── MATERIAL SHOWN

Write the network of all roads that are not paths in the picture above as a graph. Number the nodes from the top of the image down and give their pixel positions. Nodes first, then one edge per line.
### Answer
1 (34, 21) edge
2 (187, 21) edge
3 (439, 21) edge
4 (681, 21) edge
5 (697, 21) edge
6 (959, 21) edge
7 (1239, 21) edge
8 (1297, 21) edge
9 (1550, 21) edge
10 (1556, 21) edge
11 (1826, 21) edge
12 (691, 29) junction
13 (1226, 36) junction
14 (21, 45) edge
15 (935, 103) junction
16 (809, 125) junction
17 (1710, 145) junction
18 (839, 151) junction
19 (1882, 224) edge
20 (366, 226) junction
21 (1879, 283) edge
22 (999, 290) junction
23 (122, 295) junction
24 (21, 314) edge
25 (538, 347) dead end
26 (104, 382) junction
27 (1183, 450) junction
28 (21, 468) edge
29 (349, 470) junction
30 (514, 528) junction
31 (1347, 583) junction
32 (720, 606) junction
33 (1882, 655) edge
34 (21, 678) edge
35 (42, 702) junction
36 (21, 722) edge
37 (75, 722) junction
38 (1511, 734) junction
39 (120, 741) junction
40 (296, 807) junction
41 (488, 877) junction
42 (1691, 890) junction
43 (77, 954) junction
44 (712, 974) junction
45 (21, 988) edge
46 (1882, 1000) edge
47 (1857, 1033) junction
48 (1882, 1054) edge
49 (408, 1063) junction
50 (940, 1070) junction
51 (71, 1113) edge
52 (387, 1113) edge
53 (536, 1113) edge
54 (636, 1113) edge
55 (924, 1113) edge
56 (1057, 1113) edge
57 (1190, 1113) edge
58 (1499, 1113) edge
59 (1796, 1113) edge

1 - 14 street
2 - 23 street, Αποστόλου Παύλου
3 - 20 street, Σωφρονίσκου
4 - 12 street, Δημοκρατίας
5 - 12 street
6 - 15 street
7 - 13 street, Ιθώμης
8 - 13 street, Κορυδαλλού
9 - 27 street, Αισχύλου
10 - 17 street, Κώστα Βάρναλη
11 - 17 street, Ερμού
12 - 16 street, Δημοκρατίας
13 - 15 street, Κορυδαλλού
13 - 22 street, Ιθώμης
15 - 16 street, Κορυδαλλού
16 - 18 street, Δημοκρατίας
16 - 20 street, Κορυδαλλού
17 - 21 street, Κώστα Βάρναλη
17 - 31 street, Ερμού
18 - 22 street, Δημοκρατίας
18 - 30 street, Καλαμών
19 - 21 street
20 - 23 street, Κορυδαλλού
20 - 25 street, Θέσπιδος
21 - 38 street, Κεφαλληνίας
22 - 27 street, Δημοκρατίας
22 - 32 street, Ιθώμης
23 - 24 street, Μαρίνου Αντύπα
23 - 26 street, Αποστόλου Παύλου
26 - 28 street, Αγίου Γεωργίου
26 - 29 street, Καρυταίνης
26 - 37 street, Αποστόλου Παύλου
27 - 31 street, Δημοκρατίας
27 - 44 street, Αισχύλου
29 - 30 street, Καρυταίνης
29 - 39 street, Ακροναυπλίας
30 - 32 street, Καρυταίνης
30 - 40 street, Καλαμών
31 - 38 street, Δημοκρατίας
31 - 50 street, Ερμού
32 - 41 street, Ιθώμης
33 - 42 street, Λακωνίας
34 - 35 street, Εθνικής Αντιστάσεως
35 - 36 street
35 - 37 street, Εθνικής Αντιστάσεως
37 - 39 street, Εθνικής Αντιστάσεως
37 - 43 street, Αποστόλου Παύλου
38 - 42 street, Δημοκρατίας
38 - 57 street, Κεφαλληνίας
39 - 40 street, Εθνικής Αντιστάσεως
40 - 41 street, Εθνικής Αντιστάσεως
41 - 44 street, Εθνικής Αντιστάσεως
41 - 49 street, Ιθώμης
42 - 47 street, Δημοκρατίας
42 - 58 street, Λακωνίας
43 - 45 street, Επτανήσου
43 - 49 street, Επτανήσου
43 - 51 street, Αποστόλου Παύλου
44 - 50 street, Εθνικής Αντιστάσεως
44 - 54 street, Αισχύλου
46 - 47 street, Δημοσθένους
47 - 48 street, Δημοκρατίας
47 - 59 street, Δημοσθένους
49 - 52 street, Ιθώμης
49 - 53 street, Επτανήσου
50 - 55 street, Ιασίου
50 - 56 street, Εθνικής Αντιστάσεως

────

Using the entries above, determine how many lines include the string "Ερμού" and write only that number.

3